Immunofluorescent staining of AV3 cell monolayers with antibodies to representative enterovirus receptor molecules: poliovirus receptor (PVR), coxsackie-adenovirus receptor (CAR), complement regulator decay-accelerating factor (DAF), intercellular adhesion molecule 1 (ICAM1), integrin alpha-V/beta-3 (ITGB3); scavenger receptor class B member 2 (SCARB2); human herpesvirus-6 receptor CD46. Ctrl, cell monolayer incubated with secondary antibody only. Blue Evans counterstaining; original magnification, 250×.
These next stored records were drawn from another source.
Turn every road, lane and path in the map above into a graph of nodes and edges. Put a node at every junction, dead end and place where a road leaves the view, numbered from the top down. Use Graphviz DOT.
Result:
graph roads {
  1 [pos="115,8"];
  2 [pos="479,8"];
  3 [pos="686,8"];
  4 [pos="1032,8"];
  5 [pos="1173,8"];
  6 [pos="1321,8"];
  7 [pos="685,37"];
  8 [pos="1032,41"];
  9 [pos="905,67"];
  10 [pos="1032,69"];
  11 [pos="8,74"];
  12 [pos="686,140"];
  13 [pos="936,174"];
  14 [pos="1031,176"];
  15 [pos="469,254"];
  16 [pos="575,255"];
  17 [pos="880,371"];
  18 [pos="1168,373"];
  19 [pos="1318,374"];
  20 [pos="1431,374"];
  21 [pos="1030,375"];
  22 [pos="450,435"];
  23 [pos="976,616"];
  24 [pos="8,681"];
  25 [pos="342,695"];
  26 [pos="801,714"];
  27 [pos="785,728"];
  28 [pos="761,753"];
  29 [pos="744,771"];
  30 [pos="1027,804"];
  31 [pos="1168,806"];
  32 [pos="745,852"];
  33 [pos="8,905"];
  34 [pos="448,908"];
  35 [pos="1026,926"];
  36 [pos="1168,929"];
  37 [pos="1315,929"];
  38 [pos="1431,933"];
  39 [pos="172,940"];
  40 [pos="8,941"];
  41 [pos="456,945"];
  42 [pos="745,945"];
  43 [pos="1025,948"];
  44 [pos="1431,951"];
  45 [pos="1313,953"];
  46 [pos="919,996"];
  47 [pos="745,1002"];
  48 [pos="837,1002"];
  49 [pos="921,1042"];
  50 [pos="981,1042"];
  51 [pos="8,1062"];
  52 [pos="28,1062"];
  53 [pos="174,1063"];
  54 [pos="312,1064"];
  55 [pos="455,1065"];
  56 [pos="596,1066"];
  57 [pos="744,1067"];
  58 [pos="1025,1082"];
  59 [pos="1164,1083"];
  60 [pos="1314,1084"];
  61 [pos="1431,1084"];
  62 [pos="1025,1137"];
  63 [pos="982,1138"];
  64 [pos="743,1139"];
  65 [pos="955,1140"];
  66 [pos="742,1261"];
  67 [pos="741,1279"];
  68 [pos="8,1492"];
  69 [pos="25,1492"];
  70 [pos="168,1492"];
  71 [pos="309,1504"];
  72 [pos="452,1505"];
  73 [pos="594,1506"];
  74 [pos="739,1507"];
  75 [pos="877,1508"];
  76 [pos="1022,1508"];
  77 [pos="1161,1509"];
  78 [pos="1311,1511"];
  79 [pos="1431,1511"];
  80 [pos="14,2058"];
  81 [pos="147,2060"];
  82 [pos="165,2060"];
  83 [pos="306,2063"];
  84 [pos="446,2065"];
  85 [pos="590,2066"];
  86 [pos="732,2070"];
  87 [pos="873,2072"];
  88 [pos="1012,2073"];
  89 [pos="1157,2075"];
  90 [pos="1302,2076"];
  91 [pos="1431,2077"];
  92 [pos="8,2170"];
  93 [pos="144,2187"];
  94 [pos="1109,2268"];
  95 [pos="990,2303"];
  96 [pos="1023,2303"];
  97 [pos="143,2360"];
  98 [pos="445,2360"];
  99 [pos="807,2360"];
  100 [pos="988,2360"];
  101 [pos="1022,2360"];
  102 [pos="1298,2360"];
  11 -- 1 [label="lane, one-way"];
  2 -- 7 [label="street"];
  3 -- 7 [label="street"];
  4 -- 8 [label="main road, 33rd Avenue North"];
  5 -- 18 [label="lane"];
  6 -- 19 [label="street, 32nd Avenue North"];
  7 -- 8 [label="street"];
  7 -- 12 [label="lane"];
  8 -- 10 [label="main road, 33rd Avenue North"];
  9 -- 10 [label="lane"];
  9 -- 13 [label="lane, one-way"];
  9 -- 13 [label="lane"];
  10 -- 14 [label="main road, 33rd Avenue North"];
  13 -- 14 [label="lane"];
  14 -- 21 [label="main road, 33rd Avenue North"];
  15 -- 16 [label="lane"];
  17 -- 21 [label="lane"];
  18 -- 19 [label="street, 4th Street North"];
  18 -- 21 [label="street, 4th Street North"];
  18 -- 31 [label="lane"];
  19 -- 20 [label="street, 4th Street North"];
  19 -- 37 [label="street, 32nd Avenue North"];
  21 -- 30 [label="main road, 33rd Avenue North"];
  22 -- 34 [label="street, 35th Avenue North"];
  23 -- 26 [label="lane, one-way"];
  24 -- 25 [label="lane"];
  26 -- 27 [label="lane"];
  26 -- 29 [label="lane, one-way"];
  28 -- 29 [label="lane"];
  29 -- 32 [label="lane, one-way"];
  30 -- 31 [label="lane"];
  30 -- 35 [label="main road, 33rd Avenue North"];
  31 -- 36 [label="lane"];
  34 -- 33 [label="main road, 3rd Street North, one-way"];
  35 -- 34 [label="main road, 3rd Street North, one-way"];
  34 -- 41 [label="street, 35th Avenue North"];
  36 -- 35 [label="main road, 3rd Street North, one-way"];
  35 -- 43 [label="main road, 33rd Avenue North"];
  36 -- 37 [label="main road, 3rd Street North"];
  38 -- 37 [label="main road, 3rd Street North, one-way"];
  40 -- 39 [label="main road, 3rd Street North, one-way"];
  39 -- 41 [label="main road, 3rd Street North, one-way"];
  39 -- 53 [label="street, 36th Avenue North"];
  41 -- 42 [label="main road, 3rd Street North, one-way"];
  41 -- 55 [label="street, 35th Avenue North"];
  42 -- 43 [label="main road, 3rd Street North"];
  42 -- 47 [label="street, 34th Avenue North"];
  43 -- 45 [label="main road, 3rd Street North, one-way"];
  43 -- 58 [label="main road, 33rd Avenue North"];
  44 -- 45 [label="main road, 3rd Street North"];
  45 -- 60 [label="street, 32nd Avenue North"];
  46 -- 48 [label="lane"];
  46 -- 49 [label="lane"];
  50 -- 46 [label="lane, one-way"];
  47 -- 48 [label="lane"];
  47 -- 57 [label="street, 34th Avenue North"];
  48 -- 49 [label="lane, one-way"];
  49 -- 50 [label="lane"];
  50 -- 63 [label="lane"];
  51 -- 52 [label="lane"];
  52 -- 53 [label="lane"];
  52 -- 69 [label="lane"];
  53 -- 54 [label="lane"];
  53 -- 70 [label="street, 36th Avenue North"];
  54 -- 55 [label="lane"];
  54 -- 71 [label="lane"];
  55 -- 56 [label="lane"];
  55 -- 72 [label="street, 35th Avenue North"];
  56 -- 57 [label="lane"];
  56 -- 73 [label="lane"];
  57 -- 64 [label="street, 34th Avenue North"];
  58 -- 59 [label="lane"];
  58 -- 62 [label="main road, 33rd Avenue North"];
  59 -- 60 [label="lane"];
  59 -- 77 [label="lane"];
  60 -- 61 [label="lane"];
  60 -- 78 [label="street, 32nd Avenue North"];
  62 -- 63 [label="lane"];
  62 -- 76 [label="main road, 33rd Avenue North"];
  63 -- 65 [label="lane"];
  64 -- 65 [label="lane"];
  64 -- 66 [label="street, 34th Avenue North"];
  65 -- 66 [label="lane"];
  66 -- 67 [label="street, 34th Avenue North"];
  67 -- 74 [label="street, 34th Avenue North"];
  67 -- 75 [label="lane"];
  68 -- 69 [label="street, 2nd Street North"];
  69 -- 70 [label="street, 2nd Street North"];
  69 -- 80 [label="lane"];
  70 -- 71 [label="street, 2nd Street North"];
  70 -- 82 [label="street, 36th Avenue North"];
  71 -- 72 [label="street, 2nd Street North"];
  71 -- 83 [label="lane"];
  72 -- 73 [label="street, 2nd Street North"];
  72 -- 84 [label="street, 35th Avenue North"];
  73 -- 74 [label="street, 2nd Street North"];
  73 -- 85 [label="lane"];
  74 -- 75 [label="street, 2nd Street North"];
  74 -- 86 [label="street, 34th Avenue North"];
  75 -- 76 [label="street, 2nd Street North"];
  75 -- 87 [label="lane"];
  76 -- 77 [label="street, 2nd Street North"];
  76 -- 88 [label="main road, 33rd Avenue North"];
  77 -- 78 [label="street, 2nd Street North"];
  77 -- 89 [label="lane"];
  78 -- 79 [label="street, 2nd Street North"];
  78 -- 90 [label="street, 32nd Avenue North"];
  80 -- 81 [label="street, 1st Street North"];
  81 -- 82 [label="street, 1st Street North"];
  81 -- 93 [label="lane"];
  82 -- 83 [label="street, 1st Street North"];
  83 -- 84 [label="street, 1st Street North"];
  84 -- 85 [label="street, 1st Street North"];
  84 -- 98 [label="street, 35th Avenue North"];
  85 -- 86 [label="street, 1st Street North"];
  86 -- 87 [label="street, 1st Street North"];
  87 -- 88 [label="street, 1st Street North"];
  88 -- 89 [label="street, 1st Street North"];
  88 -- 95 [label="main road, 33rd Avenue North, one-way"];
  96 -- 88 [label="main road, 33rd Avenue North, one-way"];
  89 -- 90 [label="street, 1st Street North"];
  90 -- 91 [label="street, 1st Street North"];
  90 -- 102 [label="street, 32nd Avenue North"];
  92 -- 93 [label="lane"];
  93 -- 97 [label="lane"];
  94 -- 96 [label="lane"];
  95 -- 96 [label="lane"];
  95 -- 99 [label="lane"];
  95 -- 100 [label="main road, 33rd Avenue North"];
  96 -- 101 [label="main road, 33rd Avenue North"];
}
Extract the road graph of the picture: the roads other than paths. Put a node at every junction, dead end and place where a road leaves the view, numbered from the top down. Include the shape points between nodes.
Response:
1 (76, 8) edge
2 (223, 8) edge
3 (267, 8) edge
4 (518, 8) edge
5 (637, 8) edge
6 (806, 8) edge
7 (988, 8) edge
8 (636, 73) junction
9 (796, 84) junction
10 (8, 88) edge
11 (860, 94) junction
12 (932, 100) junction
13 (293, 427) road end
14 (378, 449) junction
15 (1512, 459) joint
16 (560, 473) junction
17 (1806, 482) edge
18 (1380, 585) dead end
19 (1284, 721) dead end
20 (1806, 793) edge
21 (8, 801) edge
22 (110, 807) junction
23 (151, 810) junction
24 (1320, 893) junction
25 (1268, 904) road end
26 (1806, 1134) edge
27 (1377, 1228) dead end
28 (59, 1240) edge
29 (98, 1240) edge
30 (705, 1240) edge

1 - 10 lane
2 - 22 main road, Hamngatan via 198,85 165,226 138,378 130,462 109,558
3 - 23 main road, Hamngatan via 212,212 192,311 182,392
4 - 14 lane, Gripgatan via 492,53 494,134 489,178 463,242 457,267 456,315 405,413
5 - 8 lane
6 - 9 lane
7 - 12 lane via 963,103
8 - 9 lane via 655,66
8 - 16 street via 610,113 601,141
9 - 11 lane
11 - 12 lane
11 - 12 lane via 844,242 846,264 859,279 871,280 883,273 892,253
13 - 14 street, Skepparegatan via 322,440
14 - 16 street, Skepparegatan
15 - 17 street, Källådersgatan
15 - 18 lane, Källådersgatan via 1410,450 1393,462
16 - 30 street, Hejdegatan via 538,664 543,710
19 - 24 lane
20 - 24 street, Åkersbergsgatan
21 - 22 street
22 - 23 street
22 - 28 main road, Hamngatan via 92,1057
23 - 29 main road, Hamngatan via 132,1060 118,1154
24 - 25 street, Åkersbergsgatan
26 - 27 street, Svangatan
3.3. Infection of AV3 Cells with Replication-Competent CBV3 and with Defective EV Isolates from T1D Cases

AV3 cells were infected either with replication-competent CBV3 (CBV3) or with replication-defective EV strains from the spleen of donors with diabetes (Spl-EV). The latter strains were replicating very poorly and at minimal titers. However, though no manifest cytopathic effects were produced, the viral genome and viral antigens were consistently detected in cell cultures. There was no detection of 5’ terminal deletions in diabetes-derived EV strains but, as reported [15], scattered mutations and a few gaps were present in the 5’ non-translated portion of the genome. The uninfected controls consisted of uninfected cells (i.e., cells incubated with medium alone; CBV-3-Ctrl) or cells mock-infected with spleen preparations from donors without diabetes (Spl-Ctrl). The latter group did not contain a demonstrable virus (Table 1).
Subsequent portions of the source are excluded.